WHAT YOU ARE ASKED TO DO => Exact copy, pictures excluded: please retype every record below.

[Extracted records]
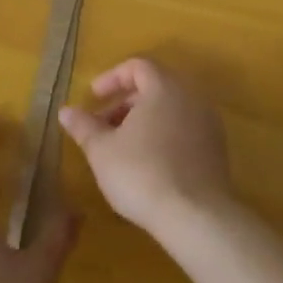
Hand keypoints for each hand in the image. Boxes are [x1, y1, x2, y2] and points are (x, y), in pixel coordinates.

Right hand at [58, 58, 234, 236]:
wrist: (195, 216)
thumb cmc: (141, 173)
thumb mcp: (101, 150)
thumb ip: (83, 126)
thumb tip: (66, 111)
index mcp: (164, 88)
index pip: (138, 66)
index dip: (111, 78)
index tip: (93, 98)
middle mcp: (191, 97)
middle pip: (155, 86)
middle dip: (125, 102)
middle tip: (102, 125)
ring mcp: (208, 123)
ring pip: (171, 109)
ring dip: (143, 120)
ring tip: (121, 147)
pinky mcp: (216, 149)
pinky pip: (185, 129)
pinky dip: (163, 135)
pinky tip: (147, 163)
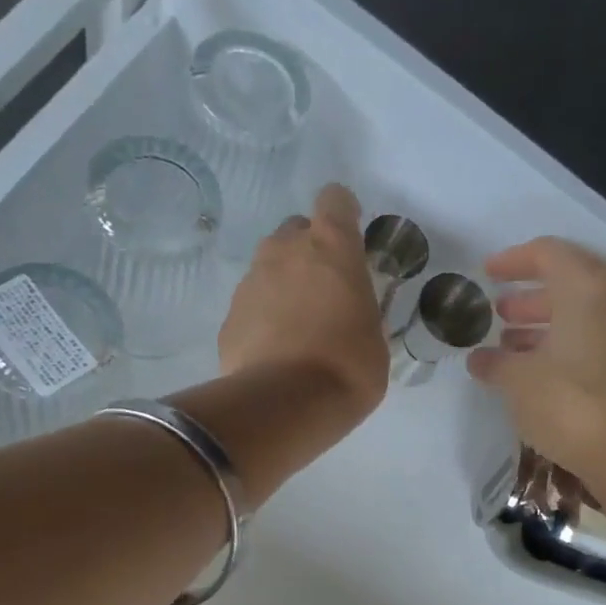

RESPONSE FOR THIS EXERCISE =>
Hand keypoints for each hand in the image. Boxes are [x1, y1, x2, y2] and points are (x, y), in pixel coordinates.

Right hand at [58, 58, 234, 236]:
wrist: (195, 216)
thumb cmc: (141, 173)
thumb mcp: (101, 150)
thumb ip: (83, 126)
thumb tip: (66, 111)
index mcp: (164, 88)
index pip: (138, 66)
index dip: (111, 78)
index tip: (93, 98)
middle mcp: (191, 97)
middle pip: (155, 86)
middle dip: (125, 102)
middle tip: (102, 125)
ring mcp: (208, 123)
ring pip: (171, 109)
ring dip: (143, 120)
ring tip: (121, 147)
pinky mcp: (216, 149)
pinky pip: (185, 129)
pinky dip: (163, 135)
pinky tip: (147, 163)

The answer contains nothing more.